Re-reviewed latest state. This is now conflicting with current main after the stream/phase executor merges, and the earlier blockers still need to be resolved: preserve live output broadcasts and include stderr in persisted/redacted raw output instead of dropping it. Please rebase on current main, keep the new bounded listener/phase behavior intact, and add regression coverage for live output plus stderr capture.

…ry classification, legacy compat Rewrite sandbox_executor.py per security specification: - Proactive 64KB chunked stream reader for stdout+stderr - Output limit detection stops reading, terminates process - Timeout enforcement via SIGTERM->3s->SIGKILL escalation - Memory exhaustion heuristics: SIGSEGV, MemoryError, RSS>=95% - Platform guard: RLIMIT_AS only on Linux, graceful no-op elsewhere - Cancellation guard ensures subprocess is never orphaned Core Executor Adapter: - _execute_command preserved: (cmd, timeout=None) -> (output, exit_code, violation_reason) - SandboxConfig created from global settings internally - Returns violation_reason string directly for terminated:* mapping Models: - SandboxViolation changed to Exception subclass (was BaseModel) Tests: - 16 tests: legacy timeout compat, signal escalation, memory classification, output truncation, cancellation safety, platform guard, normal completion, config resolution Closes utksh1#326 Signed-off-by: ask-z4ch <229467675+ask-z4ch@users.noreply.github.com>

…out=600) signature Preserve original 3-parameter signature for backward compatibility. task_id is accepted but only used for parameter compatibility; SandboxConfig is created internally from the timeout parameter.

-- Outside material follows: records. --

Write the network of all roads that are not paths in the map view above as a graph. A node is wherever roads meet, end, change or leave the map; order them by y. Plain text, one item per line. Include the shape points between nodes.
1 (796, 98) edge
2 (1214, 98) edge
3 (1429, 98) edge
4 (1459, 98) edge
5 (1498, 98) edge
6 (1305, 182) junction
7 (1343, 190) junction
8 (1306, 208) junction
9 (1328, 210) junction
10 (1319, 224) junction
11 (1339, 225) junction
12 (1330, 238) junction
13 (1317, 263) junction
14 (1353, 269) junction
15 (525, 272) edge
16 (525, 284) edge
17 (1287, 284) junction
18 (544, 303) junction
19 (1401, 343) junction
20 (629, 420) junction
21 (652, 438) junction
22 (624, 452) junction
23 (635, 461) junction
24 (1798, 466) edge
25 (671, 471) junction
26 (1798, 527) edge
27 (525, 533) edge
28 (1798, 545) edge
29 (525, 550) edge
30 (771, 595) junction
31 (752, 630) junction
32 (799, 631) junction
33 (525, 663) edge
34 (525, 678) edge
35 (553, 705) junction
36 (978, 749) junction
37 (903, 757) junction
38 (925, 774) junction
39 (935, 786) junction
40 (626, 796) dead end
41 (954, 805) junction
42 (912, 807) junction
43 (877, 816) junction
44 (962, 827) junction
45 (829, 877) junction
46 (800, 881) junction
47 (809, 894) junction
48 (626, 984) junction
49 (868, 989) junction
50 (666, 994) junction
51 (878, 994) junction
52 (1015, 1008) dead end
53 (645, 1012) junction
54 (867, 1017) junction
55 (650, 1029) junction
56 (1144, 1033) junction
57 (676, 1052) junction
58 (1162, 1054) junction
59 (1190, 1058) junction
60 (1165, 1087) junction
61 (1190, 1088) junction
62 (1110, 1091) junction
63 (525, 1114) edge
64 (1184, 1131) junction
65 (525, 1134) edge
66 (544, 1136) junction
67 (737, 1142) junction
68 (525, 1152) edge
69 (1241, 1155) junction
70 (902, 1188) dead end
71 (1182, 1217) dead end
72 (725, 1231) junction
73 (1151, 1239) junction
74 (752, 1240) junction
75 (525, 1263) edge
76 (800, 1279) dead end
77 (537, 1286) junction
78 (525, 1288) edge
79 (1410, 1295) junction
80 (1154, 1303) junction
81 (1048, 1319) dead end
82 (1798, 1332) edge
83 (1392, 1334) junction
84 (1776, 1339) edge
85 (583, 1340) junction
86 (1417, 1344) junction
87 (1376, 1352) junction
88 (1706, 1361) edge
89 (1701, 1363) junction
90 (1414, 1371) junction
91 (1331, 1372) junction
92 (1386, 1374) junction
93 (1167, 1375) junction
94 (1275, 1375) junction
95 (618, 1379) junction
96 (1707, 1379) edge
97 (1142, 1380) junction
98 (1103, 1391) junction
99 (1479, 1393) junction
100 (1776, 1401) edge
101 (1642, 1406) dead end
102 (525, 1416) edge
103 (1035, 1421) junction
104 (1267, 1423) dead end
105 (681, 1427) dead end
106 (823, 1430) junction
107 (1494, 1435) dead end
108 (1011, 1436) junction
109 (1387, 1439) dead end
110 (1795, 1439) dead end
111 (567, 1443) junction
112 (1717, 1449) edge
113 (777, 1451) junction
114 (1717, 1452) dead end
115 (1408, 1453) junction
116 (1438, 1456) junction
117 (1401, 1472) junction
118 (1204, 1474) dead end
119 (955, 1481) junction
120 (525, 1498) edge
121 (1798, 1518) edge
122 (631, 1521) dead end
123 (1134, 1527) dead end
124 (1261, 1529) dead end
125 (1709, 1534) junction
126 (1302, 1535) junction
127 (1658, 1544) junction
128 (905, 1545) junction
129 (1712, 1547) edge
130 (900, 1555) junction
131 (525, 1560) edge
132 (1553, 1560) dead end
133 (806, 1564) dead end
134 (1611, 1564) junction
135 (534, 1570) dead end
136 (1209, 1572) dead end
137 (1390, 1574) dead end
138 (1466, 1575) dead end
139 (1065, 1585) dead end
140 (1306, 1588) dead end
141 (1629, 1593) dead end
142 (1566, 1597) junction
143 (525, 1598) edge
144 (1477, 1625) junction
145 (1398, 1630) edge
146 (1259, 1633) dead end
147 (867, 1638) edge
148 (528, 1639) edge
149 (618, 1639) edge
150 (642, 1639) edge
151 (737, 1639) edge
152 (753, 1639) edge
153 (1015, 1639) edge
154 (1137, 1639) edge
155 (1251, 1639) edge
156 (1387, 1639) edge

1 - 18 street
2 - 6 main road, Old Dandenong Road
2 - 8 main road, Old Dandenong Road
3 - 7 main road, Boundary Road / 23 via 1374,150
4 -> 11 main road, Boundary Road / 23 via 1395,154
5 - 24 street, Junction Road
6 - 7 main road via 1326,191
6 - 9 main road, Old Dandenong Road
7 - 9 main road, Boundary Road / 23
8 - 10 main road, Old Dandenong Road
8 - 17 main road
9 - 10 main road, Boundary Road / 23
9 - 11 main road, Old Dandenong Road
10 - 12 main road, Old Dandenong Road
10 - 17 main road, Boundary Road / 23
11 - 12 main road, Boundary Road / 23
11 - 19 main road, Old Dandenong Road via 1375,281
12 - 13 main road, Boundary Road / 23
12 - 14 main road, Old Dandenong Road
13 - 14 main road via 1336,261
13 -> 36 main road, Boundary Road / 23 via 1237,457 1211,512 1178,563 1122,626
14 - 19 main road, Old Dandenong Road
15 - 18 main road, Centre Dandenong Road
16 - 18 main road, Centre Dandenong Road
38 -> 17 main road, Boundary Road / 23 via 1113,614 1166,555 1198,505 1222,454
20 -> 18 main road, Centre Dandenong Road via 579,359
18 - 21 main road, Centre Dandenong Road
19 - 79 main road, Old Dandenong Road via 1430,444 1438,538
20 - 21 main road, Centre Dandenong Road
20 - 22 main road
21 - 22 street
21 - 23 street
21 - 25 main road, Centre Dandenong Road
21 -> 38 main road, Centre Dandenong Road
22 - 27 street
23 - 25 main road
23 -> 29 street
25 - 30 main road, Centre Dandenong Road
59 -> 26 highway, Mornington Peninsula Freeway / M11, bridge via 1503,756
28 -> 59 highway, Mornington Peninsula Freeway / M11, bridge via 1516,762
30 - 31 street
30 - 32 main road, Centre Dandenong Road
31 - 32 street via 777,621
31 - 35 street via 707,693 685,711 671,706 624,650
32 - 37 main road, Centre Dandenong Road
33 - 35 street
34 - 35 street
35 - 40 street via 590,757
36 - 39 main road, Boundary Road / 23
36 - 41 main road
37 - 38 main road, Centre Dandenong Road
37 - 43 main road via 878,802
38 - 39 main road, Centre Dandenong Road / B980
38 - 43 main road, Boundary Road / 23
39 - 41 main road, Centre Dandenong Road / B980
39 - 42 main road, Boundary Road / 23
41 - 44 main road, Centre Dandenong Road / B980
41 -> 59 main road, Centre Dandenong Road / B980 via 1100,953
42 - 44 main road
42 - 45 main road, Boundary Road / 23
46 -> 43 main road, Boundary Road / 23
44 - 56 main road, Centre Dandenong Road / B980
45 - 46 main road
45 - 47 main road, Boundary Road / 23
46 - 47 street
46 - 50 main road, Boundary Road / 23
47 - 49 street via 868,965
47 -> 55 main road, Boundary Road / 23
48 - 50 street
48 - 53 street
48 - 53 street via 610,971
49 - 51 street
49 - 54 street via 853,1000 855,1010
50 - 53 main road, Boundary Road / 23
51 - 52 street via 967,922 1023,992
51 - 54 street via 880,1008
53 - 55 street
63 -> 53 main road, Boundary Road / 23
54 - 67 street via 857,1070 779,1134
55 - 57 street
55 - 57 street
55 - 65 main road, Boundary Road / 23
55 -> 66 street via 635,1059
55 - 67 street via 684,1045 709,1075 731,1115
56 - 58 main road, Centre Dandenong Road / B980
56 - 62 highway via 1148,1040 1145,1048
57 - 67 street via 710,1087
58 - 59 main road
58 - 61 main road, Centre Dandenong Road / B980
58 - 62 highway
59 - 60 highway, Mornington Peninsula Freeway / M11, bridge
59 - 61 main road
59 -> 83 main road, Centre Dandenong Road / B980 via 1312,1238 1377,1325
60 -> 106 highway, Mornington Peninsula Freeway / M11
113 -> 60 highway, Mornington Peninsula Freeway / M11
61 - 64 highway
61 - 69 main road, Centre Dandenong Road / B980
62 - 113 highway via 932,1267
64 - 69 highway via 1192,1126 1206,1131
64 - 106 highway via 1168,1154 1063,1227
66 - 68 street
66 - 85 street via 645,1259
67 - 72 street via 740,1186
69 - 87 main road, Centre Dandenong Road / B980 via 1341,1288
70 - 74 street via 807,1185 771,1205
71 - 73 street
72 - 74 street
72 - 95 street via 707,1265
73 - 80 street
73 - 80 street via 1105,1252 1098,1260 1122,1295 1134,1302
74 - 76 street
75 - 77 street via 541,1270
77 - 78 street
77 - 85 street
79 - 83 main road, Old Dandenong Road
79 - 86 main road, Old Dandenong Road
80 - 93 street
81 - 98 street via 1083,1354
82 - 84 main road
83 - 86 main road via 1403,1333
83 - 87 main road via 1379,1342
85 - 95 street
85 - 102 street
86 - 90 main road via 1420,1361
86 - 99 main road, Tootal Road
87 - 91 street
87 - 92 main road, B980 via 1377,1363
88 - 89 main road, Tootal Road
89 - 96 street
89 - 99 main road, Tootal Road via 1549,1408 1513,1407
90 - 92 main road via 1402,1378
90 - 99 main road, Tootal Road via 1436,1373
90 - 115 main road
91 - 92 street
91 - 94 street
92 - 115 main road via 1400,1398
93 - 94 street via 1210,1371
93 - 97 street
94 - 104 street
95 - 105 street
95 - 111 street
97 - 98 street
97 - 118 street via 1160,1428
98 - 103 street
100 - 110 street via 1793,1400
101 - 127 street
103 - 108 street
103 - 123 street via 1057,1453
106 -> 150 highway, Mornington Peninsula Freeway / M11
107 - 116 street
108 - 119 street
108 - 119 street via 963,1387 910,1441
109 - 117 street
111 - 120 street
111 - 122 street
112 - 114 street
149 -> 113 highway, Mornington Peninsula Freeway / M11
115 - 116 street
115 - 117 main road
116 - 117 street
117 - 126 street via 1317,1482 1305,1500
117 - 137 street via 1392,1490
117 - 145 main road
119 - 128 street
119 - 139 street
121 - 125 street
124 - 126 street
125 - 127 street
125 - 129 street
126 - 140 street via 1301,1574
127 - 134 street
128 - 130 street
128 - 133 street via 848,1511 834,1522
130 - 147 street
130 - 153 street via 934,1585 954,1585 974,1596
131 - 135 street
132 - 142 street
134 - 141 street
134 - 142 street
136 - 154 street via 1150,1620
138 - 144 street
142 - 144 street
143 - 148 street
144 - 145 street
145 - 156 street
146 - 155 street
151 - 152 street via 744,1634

Signed-off-by: ask-z4ch <229467675+ask-z4ch@users.noreply.github.com>

…mpatibility - Use upstream's sandbox_timeout / sandbox_memory_mb field names - Add missing sandbox_max_output_bytes, sandbox_allow_network to config.py - Update test mocks to return 3-tuple (output, exit_code, violation_reason) - Resolve rebase conflicts with upstream risk-scoring code Signed-off-by: ask-z4ch <ask-z4ch@users.noreply.github.com>

- Add 10 comprehensive tests covering timeout, memory classification, output boundary precision, cancellation, and legacy compat - Fix flaky exit_code != 0 assertion: exit may be 0 when Python finishes before termination signal arrives; output cap is the correctness criterion Signed-off-by: ask-z4ch <ask-z4ch@users.noreply.github.com>

…signature Signed-off-by: ask-z4ch <ask-z4ch@users.noreply.github.com>

When timeout=None, fall back to settings.sandbox_timeout before passing to SandboxConfig which rejects None. Signed-off-by: ask-z4ch <ask-z4ch@users.noreply.github.com>

…ut/memory precision - Add broadcast_callback to _read_stream and sandbox_execute so output chunks are forwarded to TaskExecutor._broadcast for live streaming - Merge stderr into raw output in _execute_command before returning - Apply timeout via external asyncio.wait_for in _execute_command (legacy-compatible pattern) instead of through SandboxConfig - Add asyncio.Lock around shared byte accounting to prevent stdout/stderr reader races exceeding max_output_bytes - Capture RSS baseline before subprocess and compute delta for memory classification (reliable per-process measurement) - Add 10 comprehensive regression tests covering timeout (external + internal), memory (SIGSEGV, stderr strings, RSS heuristic, exit 137), output (lock race prevention, strict boundary), cancellation, and legacy timeout compatibility (default, explicit, None) All 38 sandbox tests pass. Signed-off-by: Zach <ask.zach@pm.me>

ask-z4ch · 2026-05-29T17:31:51Z

All concerns from both review rounds are addressed:

Round 1 (live streaming + stderr):

broadcast_callback wired through _read_stream → sandbox_execute → _execute_command; every output chunk is forwarded to TaskExecutor._broadcast(task_id, "output", text) for live streaming
stderr merged into stdout before return: stdout + "\n" + stderr (handles empty-stdout edge case)
Regression tests: test_live_output_broadcasting, test_stderr_captured_in_output

Round 2 (precision + reliability):

Memory: RSS delta (rss_before captured before subprocess, rss_delta = after - before) replaces post-hoc cumulative RUSAGE_CHILDREN for per-process measurement
Timeout: external asyncio.wait_for in _execute_command restores the legacy timeout pattern; SandboxConfig uses timeout_seconds=0 when called from _execute_command, so sandbox handles only memory/output limits
Output limit: asyncio.Lock in shared state prevents concurrent stdout/stderr readers from exceeding max_output_bytes
10 new tests added — 38 total across timeout (external + internal), memory (SIGSEGV, stderr strings, RSS heuristic, exit 137), output (lock race prevention, strict boundary), cancellation (CancelledError + no orphans), and legacy compatibility (all 3 _execute_command call forms)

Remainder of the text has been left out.